No obstante, esa celebridad era tan discreta y contenida como su propia actitud ante los demás. No he conocido a alguien con una sabiduría musical como la suya, tan reservado y equilibrado en su forma de desplegar sus extraordinarios conocimientos. Ni tan ameno, agradable y ocurrente.
La mañana de sábado en que realmente nos volvimos cuates, fue cuando me vendió un compacto con los cuartetos para flauta de Mozart interpretados por Jean-Pierre Rampal, Isaac Stern, Salvatore Accardo y Mstislav Rostropóvich, en la edición de Sony.
—Oye, ¿qué traes ahí, fuera de su cajita?—, le digo.
—Son discos de mi colección que estoy vendiendo. ¿Te interesan? Este está muy padre. Mira nomás quiénes tocan, ve el estuche.
—A ver, sí…oye, pero deja ver el disco, ¿no estará rayado, verdad? ¡Qué bárbaro! Está bien sucio; está todo lleno de huellas dactilares, puras marcas de pezuña, pinche Luis.
—Pérame… préstamelo.
Comenzó a limpiarlo, muy profesionalmente, frotándolo sobre su camisa.
Vio mi cara:
—Es que sólo con la panza quedan limpios.
Lo compré, por supuesto. No me pareció ni barato ni caro, pero no me iba a ir de ahí sin llevármelo. Fue sellar un pacto.
Pacto forjado poco a poco a partir de su generosidad incalificable. O, si quieren, una generosidad eufórica, ansiosa de regalarse, de hacer el bien. En todas las conversaciones que sostenía a propósito de la música, siempre tuvo la voluntad de escuchar, conocer más y compartir su conocimiento. Sin ningún tipo de reticencia. No tenía miedo a preguntar y tenía el valor de declararse ignorante en los casos donde simplemente estaba inseguro. Porque sabía mucho más de lo que era capaz de admitir.

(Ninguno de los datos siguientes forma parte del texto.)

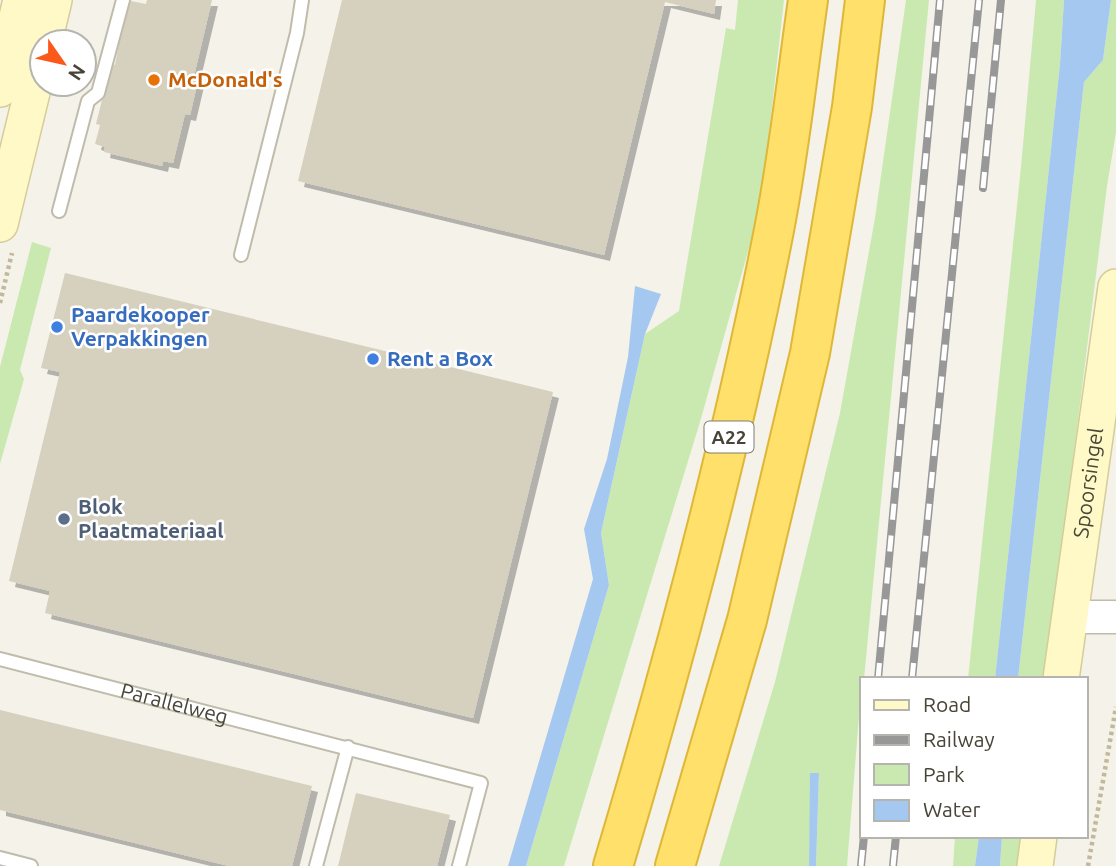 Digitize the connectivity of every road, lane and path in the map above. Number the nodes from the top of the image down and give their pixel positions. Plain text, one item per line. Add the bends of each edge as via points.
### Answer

En la médula de la prolongada y bienhechora acción de Luis Pérez Santoja en el medio cultural mexicano, siempre recordaremos esa actitud como la que definió su tránsito por el mundo. Para mí, no hubo un solo momento compartido con Luis Pérez Santoja que no fuese una fiesta, y ahora deberé aprender a vivir sin ello.